Tuesday, January 27, 2009

Even ink pens have identity security implications!

So now, they’re reminding us of the identity dangers in the bricks and mortar world. Ever had a time in the 70s or 80s when you lost a checkbook, had the account closed and checks reissued “to protect your money?” Nothing new.

Remember the simple ideas like “check protection” in PICTURE clauses in COBOL programs?

A recent television commercial from a company called “uniball” (site) warns that even conventionally signed checks can be forged. The pen manufacturer claims that its technology drives the ink deeper into the check parchment.

We’re back to thinking about check security in the 18th century, before we even had electricity, let alone computers (outside of astrolabes). Heaven help us if we have an era like that again.

Picture: A high school paper chemistry test, Dec 1960. In those days we computed with slide rules. (Teachers: go ahead an use the questions if you like!)

Monday, January 19, 2009

Conservative columnist proposes tougher rules for creditors in reporting daya

Armstrong Williams has an interesting op-ed on p A21 of the Jan. 19 Washington Times, “Credit agencies are the messengers: Blame creditors for faulty data,” link here. Although the three major credit reporting companies are indeed required to correct errors and implement security freezes when requested, the “blame” goes to creditors when reporting data, according to William, who maintains that tougher rules ought to be in place for how data is reported. That might include more due diligence in making sure that creditors are really reporting on the right consumer (but then they need to identify the consumer before even making the loan, a major theme of this blog).

Thursday, January 15, 2009

Mainframe tape containing my own data reported lost

Well, “it’s happened”. I received a form letter from a “Shareowner Services” company stating that one of its disaster recovery vendors could not account for a bin of backup tapes that may have contained my personal information. The loss apparently happened in February 2008.

I won’t name the companies here (because I don’t, in sight of search engines, name entities that I do business with when discussing mishaps or issues).

I was given an access code to subscribe to a free credit monitoring service. The website is consumerinfo.com and the credit monitoring company turns out to be Experian (which was spun off from TRW after acquiring Chilton).
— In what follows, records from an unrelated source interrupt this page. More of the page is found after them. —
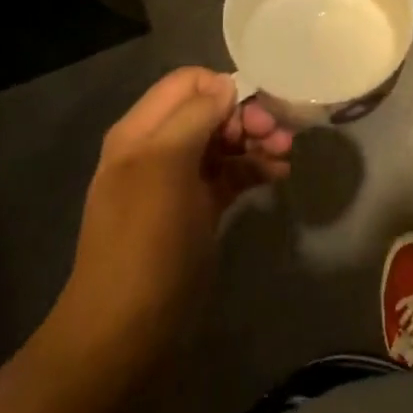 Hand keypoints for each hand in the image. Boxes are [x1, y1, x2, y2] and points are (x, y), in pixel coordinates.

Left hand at [50, 68, 293, 357]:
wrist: (126, 329)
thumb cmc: (145, 240)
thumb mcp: (165, 166)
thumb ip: (195, 117)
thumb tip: (227, 87)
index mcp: (142, 131)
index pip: (188, 82)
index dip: (224, 88)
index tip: (255, 112)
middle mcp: (159, 148)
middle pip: (211, 110)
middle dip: (248, 116)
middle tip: (279, 134)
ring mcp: (179, 180)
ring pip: (225, 141)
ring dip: (258, 141)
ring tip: (287, 155)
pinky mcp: (199, 208)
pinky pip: (231, 173)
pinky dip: (255, 168)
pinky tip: (279, 175) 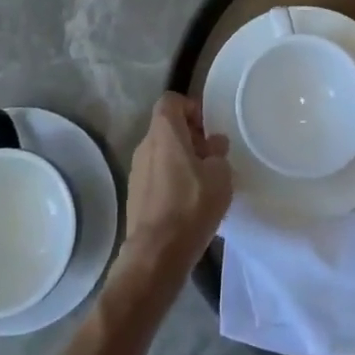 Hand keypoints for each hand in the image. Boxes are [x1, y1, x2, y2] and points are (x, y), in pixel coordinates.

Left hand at [121, 93, 232, 278]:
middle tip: (211, 158)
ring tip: (203, 183)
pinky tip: (188, 203)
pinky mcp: (134, 194)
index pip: (171, 100)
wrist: (156, 254)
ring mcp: (136, 171)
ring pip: (161, 152)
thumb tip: (213, 145)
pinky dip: (171, 179)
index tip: (207, 129)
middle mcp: (145, 145)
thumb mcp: (220, 176)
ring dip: (181, 159)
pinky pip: (156, 175)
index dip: (191, 107)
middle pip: (167, 127)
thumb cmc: (191, 206)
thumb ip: (218, 154)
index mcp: (164, 132)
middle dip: (190, 137) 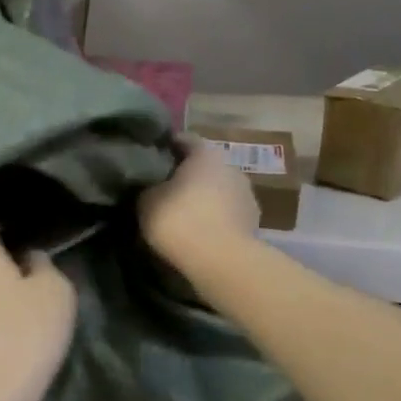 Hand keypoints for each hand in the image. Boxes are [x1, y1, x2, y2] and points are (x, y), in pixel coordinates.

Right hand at [138, 138, 258, 274]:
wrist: (221, 261)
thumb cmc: (180, 221)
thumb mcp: (147, 202)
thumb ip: (149, 188)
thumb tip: (151, 187)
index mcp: (205, 154)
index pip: (185, 139)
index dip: (168, 146)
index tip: (153, 156)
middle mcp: (230, 167)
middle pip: (205, 166)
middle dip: (187, 176)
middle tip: (166, 189)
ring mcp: (247, 195)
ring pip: (219, 191)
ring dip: (205, 199)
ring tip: (185, 215)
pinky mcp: (253, 223)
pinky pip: (228, 214)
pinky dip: (216, 219)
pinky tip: (202, 233) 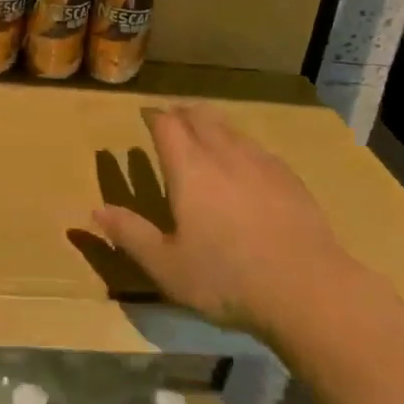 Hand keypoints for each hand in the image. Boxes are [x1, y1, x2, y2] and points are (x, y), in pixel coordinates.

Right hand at [92, 105, 353, 334]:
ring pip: (230, 128)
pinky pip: (257, 148)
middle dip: (182, 113)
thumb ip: (130, 234)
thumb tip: (95, 211)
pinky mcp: (289, 178)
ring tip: (205, 134)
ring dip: (212, 125)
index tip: (145, 115)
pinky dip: (241, 146)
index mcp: (189, 169)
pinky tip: (246, 165)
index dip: (154, 116)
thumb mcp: (167, 266)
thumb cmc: (227, 279)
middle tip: (172, 119)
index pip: (167, 125)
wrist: (308, 290)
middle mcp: (223, 154)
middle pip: (200, 116)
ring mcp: (260, 163)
The company also has a web link to state the status of any known incidents from the data loss, and as of today there have been none.

We’re in a different world, from the last big period of my own mainframe information technology career, leading up to Y2K, where employees tested with production data and kept listings and tapes around as proofs of tests. But during that period, even only ten years ago, there was nothing like the concern there is now for consumer id security.

I’ve had a credit card number misused once, in 1995. The card was rejected in a supermarket and the company called me the next day. I had about $300 in Canadian phone charges reversed.

Thursday, January 01, 2009

DC Examiner editor reports misuse of her own debit card: a cautionary tale

On January 1, 2009 the DC Examiner runs a particularly chilling story on p 19 about a personal experience of design editor, Joana Suleiman. The title of the article is “Hunting ME down: A needed wake-up call for card users”. The article is not yet available online.

Ms. Suleiman received a call that enormous amounts of electronics purchases had been charged to her debit card in Britain. When she looked up her accounts online, she found that all of her checking and savings had been depleted. It took two months for her money to be restored. Of course, one of her first steps was to place fraud alerts and security freezes with the three major credit reporting agencies.

The only “bad habit” she had was using her debit card online. She had a home and work firewall, didn’t visit risky sites, didn’t answer phishing emails. She also used a credit monitoring service and never had an negative reports. Had a credit card been misused instead of debit card, she simply could have disputed the charges.

People who use debit cards in stores should visit their accounts frequently (especially when on the road) to look for any unexplained charges or debits.

Update: Jan 5, 2009

The article is now available online at the Examiner, here, as an Opinion piece.